The narrative closure brought about by the ending of Ugly Betty intensifies the need for clarity regarding characters’ identities and romantic relationships. It appears as if, at least in Justin and Austin’s case, the volatile relationship of race and queer sexuality has found an equilibrium, thus echoing the discourses of post-closet and post-racial television. While FlashForward‘s abrupt ending left the viewer unsettled and thus possibly encouraged to imagine and re-imagine characters’ storylines, Ugly Betty‘s numerous moments of closure reassure the viewer that everyone has found their rightful place.
1. Justin and Austin’s first kiss.
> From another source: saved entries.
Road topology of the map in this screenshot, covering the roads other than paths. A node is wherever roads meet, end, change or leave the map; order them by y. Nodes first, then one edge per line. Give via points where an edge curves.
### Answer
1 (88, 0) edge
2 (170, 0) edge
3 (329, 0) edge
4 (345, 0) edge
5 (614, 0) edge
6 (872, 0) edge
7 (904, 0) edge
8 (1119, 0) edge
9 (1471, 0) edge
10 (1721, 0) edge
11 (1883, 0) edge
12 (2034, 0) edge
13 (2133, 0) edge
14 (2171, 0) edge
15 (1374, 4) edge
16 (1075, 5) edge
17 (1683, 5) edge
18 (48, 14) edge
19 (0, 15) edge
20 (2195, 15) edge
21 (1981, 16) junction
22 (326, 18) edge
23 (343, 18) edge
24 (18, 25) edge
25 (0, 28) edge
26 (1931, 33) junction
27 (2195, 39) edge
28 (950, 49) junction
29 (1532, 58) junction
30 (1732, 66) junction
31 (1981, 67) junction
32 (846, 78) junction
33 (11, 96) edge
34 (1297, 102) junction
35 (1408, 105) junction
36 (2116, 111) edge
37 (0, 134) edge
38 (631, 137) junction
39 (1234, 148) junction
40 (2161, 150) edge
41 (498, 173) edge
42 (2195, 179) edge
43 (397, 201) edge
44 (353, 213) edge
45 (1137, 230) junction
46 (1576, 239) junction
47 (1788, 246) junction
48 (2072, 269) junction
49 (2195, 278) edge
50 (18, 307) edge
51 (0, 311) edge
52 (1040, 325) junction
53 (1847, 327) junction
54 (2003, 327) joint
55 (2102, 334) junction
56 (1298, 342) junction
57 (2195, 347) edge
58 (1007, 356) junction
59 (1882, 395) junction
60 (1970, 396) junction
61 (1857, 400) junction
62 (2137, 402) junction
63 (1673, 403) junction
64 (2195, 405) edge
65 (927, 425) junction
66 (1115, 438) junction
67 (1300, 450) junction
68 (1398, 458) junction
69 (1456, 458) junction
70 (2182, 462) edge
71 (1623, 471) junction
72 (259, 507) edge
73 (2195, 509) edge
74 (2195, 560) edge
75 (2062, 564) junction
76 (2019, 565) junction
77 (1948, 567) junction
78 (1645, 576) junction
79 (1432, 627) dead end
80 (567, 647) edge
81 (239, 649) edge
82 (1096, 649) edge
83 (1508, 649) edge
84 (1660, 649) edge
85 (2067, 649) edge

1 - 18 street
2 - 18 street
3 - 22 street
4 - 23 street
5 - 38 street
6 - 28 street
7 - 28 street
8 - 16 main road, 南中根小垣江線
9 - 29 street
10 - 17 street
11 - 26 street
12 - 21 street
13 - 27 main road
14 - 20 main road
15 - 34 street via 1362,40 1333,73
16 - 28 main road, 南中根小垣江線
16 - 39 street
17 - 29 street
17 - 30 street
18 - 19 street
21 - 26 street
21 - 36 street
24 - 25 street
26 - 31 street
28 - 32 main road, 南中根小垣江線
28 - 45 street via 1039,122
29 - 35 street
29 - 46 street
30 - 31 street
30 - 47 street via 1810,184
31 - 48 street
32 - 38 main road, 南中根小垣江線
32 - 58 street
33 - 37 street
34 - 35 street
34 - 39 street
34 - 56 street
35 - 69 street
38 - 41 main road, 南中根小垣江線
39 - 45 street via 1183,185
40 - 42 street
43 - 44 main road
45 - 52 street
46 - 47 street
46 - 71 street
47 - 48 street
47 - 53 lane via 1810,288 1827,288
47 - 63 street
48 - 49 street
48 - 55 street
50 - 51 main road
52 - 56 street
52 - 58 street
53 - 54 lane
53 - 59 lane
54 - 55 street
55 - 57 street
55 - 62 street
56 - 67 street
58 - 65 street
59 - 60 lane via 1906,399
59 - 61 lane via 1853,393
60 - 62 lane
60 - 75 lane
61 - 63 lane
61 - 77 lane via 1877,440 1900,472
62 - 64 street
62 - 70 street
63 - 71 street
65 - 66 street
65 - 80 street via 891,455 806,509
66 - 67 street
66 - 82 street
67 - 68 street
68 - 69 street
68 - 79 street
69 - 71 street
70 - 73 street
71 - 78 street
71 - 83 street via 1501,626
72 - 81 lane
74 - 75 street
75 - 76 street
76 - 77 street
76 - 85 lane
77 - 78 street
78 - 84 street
Author screen grab.
2. Marc and Justin talk about how Justin should come out to his family. Author screen grab.
3. The barely prevented coming-out party for Justin. Author screen grab.
4. Justin and Austin dance at Hilda’s wedding. Author screen grab.
5. Austin has dinner with Justin’s family. Author screen grab.
Please feel free to comment.
- The Futon Critic reported Ugly Betty‘s cancellation on January 27, 2010. See http://thefutoncritic.com/news/2010/01/27/abc-cancels-ugly-betty/8497/ [↩]
- Ron Becker, Post-Closet Television. Flow, November 2007. [↩]
- See, for example, the made-for-TV movies An Early Frost (1985) and The Matthew Shepard Story (2002). [↩]
- For more on post-racial TV, see Mary Beltran’s recent What’s at Stake in Claims of “Post-Racial” Media?. Flow, June 2010. [↩]
- For an overview of this history, see Siobhan B. Somerville’s Queering the Color Line: Race and the Invention of American Culture. Durham, NC: Duke University Press, 2000. [↩]
Hi Melanie, thanks for this interesting analysis of coming-out on Ugly Betty. I really like how you called attention to the fact that television has privileged the stories of the straight families of gay characters, rather than the complexity of the coming out process for gay characters themselves. Your argument that Ugly Betty had to confirm Justin’s sexuality before the show ended raises important questions about why we still need to confirm one’s sexuality (or…race, gender, etc) and how this process functions as necessary in order for post-closet (post-race, post-feminism too) television discourses to be accepted and embraced by the viewers.